The second and final day of Black Hat is upon us, but with all the robust content the show is producing, it feels for many like the conference has been running much longer.
- Not as long, perhaps, as the line in the hallway to acquire a a badge for DEFCON, the sister conference that kicks off this weekend.
And it is no ordinary conference badge. Over the last five years, DEFCON has become famous for its skillfully designed electronic badges. This year's version is the brainchild of Joe Grand, owner of Grand Idea Studio and host of Discovery's "Prototype This!" Grand is one of the world's most famous hardware hackers.
The badge may not look impressive to people who have become enamored by flashy web software. But to the hardware geeks, this is the creme de la creme.
The badge is an aluminium circuit board with laser engraving. It includes a 128-by-32 display screen designed by Kent Displays. The display requires no power to keep the screen image on.

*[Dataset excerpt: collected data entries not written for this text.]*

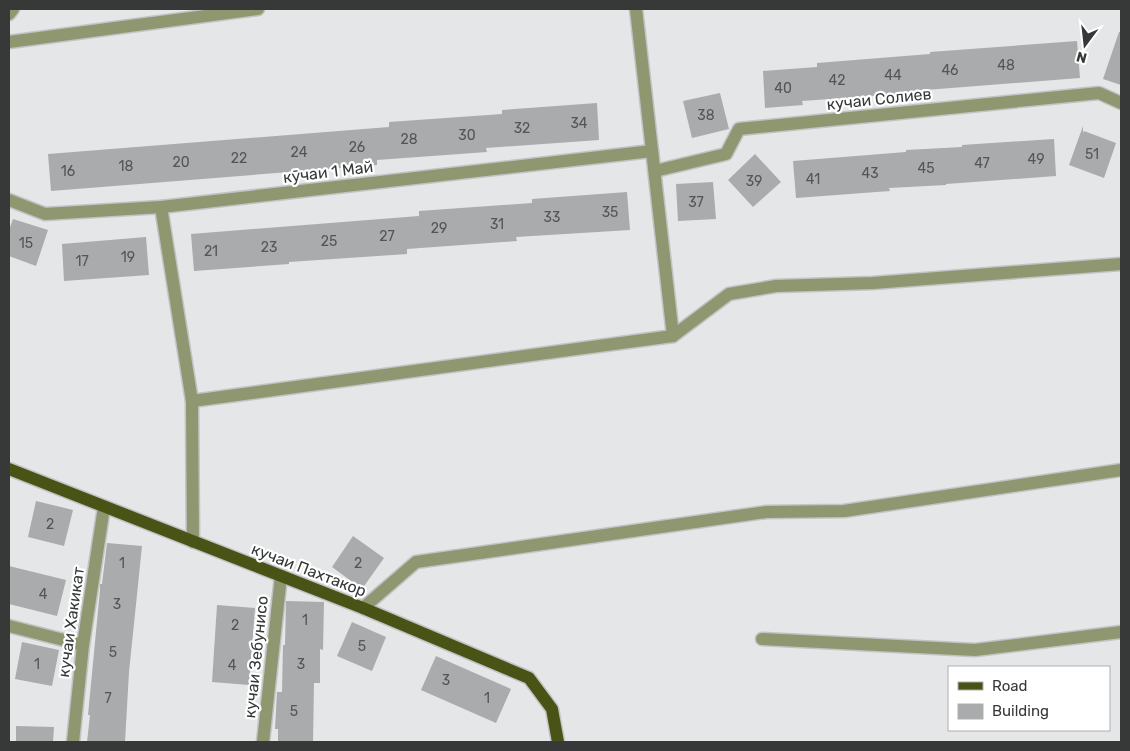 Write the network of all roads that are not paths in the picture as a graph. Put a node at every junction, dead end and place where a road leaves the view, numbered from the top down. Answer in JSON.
{"nodes":[{"id":1,"x":13,"y":9,"type":"edge"},
{"id":2,"x":258,"y":9,"type":"edge"},
{"id":3,"x":636,"y":9,"type":"edge"},
{"id":4,"x":9,"y":14,"type":"edge"},
{"id":5,"x":9,"y":42,"type":"edge"},
{"id":6,"x":1121,"y":103,"type":"edge"},
{"id":7,"x":652,"y":151,"type":"junction"},
{"id":8,"x":655,"y":171,"type":"junction"},
{"id":9,"x":9,"y":200,"type":"edge"},
{"id":10,"x":161,"y":207,"type":"junction"},
{"id":11,"x":1121,"y":264,"type":"edge"},
{"id":12,"x":672,"y":336,"type":"junction"},
{"id":13,"x":192,"y":401,"type":"junction"},
{"id":14,"x":9,"y":469,"type":"edge"},
{"id":15,"x":1121,"y":470,"type":"edge"},
{"id":16,"x":104,"y":507,"type":"junction"},
{"id":17,"x":194,"y":542,"type":"junction"},
{"id":18,"x":281,"y":576,"type":"junction"},
{"id":19,"x":363,"y":608,"type":"junction"},
{"id":20,"x":9,"y":626,"type":"edge"},
{"id":21,"x":1121,"y":632,"type":"edge"},
{"id":22,"x":762,"y":639,"type":"dead end"},
{"id":23,"x":83,"y":645,"type":"junction"},
{"id":24,"x":73,"y":742,"type":"edge"},
{"id":25,"x":263,"y":742,"type":"edge"},
{"id":26,"x":558,"y":742,"type":"edge"}],
"edges":[{"from":1,"to":4,"type":"street"},
{"from":2,"to":5,"type":"street"},
{"from":3,"to":7,"type":"street"},
{"from":6,"to":8,"type":"street","name":"кучаи Солиев"},
{"from":7,"to":8,"type":"street"},
{"from":7,"to":10,"type":"street","name":"кӯчаи 1 Май"},
{"from":8,"to":12,"type":"street"},
{"from":9,"to":10,"type":"street","name":"кӯчаи 1 Май"},
{"from":10,"to":13,"type":"street"},
{"from":11,"to":12,"type":"street"},
{"from":12,"to":13,"type":"street"},
{"from":13,"to":17,"type":"street"},
{"from":14,"to":16,"type":"main road","name":"кучаи Пахтакор"},
{"from":15,"to":19,"type":"street"},
{"from":16,"to":17,"type":"main road","name":"кучаи Пахтакор"},
{"from":16,"to":23,"type":"street","name":"кучаи Хакикат"},
{"from":17,"to":18,"type":"main road","name":"кучаи Пахтакор"},
{"from":18,"to":19,"type":"main road","name":"кучаи Пахтакор"},
{"from":18,"to":25,"type":"street","name":"кучаи Зебунисо"},
{"from":19,"to":26,"type":"main road","name":"кучаи Пахтакор"},
{"from":20,"to":23,"type":"street"},
{"from":21,"to":22,"type":"street"},
{"from":23,"to":24,"type":"street","name":"кучаи Хакикат"}]} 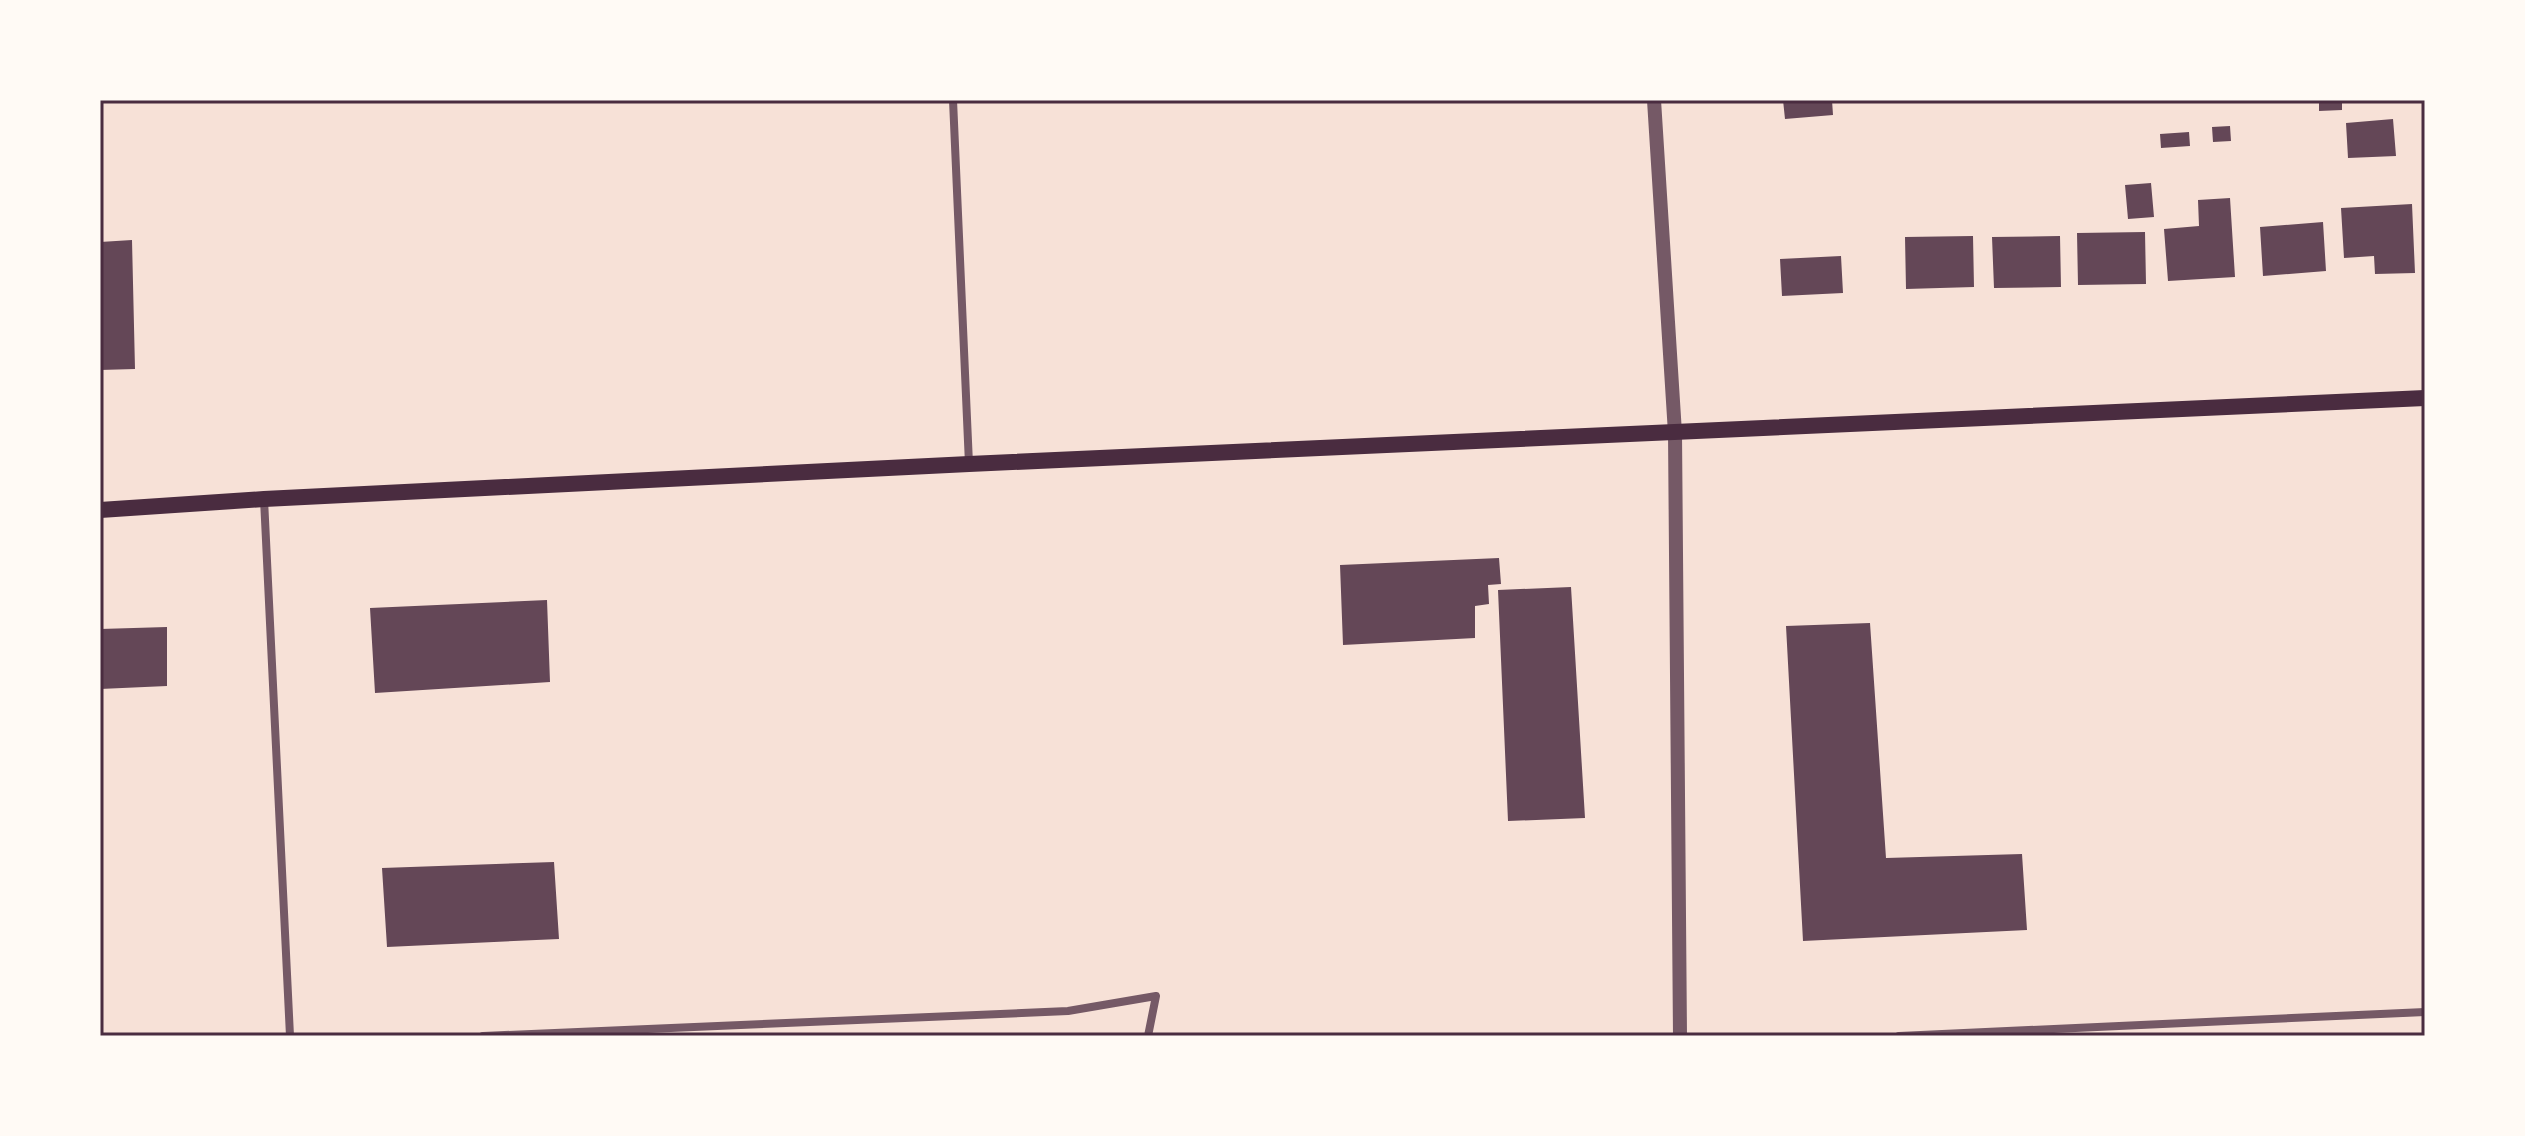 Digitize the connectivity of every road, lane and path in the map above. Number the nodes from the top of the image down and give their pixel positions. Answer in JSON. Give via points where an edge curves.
{"nodes":[{"id":1,"x":953,"y":100,"type":"edge"},
{"id":2,"x":1654,"y":100,"type":"edge"},
{"id":3,"x":2425,"y":398,"type":"edge"},
{"id":4,"x":1675,"y":433,"type":"junction"},
{"id":5,"x":969,"y":464,"type":"junction"},
{"id":6,"x":264,"y":499,"type":"junction"},
{"id":7,"x":100,"y":510,"type":"edge"},
{"id":8,"x":2425,"y":1012,"type":"edge"},
{"id":9,"x":290,"y":1036,"type":"edge"},
{"id":10,"x":483,"y":1036,"type":"edge"},
{"id":11,"x":1148,"y":1036,"type":"edge"},
{"id":12,"x":1680,"y":1036,"type":"edge"},
{"id":13,"x":1899,"y":1036,"type":"edge"}],
"edges":[{"from":1,"to":5,"type":"street"},
{"from":2,"to":4,"type":"street"},
{"from":3,"to":4,"type":"main road"},
{"from":4,"to":5,"type":"main road"},
{"from":4,"to":12,"type":"street"},
{"from":5,"to":6,"type":"main road"},
{"from":6,"to":7,"type":"main road"},
{"from":6,"to":9,"type":"street"},
{"from":8,"to":13,"type":"street"},
{"from":10,"to":11,"type":"street","via":[[1068,1011],[1156,996]]}]}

The badge even has a social networking aspect to it: Users can push a few buttons on the back of the badge (basically a circuit board) to display icons of their interests, such beer bottles and floppy disks.
"It's the whole community thing," Grand told reporters today. "They want to share one piece of data with everyone else."
- Security firm SecureWorks unveiled new research, the culmination of a three-month-long investigation into the workings of a cunning Russian check counterfeit gang.
Essentially, the cybercrooks installed Zeus and Gozi trojans onto victims' machines, which enabled them control over the computers. They used the infected PCs to get access to check image archiving services. They also cracked into job websites to deliver messages to unsuspecting individuals, who were recruited as money mules to cash checks on behalf of the racket. Nearly 3,000 job seekers responded, and they cashed counterfeit checks worth in excess of $9 million.
Sounds like a standard Russian mob cyber scam, right? Not quite.
What made the operation so original was the crooks' usage of VPN tunnels, which enabled them to make it appear as if the botnet was not operating. From the report:
Although it is very common for trojans (especially ones designed to aid in financial fraud) to employ proxy
server capability, this is the first time that the CTU has seen the use of VPN technology in such software.
However, by employing the very simple VPN functionality built right in to Windows, the criminal bypasses the need to develop complex systems, and can simply route his/her malicious traffic over the VPN. If done correctly, this gives the criminal three primary benefits:
1. The VPN traffic can be encrypted, defeating signature-based network IPS/IDS devices that
might detect the malicious transfer of data
2. A VPN can give the criminal the ability to connect-back into the protected computer, and even
use the infected system as a route to other systems on the protected network
3. The criminal could route all traffic from the bots to the botnet controller over the VPN, and deny
connections to the VPN controller from all sources but the VPN exit IP address. In doing so, the criminal
could make it appear to the world that the botnet controller is offline, while still serving commands to and
stealing data from the infected systems under its control
- The Black Hat crowed seemed to enjoy this morning's keynote quite a bit more than yesterday's less content-rich presentation from Jane Lute, deputy secretary of the U.S. Department of Homeland Security.
Today's keynote came from Ret. Gen. Michael Hayden, a former director of the CIA and deputy director of national intelligence, who spent his talk defining cyberwar and discussing what rules apply to cyberwar.
Cyberspace, like the air, land, sea and outer space, is also a military domain, he said.
But unlike the physical domains, a number of questions about cyberspace remain unresolved, such as what constitutes an attack or a cyberwar.
“We are thinking a lot about it [cyberspace], but not very clearly,” Hayden said. “We throw the term 'cyberwar' at everything unpleasant.”
Additionally, one unique aspect sets cyberspace apart from other military domains, he said.
“God made the other four, you made the last one,” Hayden said. “God did a better job.”
While the physical world has mountains and other terrain that aid the military in their defense operations, the
landscape of cyberspace only provides advantages to attackers, not those seeking to defend it. Fixing this problem, Hayden said, requires altering the architecture of cyberspace.
“You are going to build rivers and hills into the web,” he said. “You are going to create geography that is going to help the defense.”